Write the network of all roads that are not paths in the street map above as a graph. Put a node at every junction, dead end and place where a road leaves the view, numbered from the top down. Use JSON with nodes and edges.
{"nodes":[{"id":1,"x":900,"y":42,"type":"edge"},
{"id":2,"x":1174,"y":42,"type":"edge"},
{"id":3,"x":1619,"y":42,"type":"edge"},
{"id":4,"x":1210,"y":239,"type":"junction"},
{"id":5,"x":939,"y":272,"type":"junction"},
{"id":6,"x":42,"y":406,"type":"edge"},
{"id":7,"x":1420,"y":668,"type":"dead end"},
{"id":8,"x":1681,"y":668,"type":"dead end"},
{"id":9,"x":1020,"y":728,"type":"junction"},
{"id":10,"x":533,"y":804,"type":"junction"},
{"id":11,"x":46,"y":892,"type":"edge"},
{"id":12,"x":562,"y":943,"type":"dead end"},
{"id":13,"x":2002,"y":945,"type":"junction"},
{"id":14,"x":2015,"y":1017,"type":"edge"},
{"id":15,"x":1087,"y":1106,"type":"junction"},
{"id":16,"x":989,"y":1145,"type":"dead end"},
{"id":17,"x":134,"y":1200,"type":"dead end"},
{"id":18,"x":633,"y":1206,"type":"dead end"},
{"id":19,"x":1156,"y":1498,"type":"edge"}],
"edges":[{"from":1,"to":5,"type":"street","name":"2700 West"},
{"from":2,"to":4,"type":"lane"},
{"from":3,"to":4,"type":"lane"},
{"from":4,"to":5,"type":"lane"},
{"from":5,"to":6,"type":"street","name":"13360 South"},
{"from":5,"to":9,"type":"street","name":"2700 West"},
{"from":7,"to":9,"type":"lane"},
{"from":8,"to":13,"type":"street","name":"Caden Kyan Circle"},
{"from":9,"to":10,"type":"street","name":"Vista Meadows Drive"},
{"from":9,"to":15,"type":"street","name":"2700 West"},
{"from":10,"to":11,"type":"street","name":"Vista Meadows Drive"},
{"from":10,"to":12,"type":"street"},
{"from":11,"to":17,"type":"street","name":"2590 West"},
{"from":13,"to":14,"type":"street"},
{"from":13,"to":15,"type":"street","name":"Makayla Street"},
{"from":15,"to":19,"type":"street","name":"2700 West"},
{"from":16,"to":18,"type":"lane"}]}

- _ABOUT THIS TASK_
Please find every line in the records that contains the word "Meadows", and copy it out.

- _RESULT FOR THIS EXERCISE_
{"from":9,"to":10,"type":"street","name":"Vista Meadows Drive"},
{"from":10,"to":11,"type":"street","name":"Vista Meadows Drive"},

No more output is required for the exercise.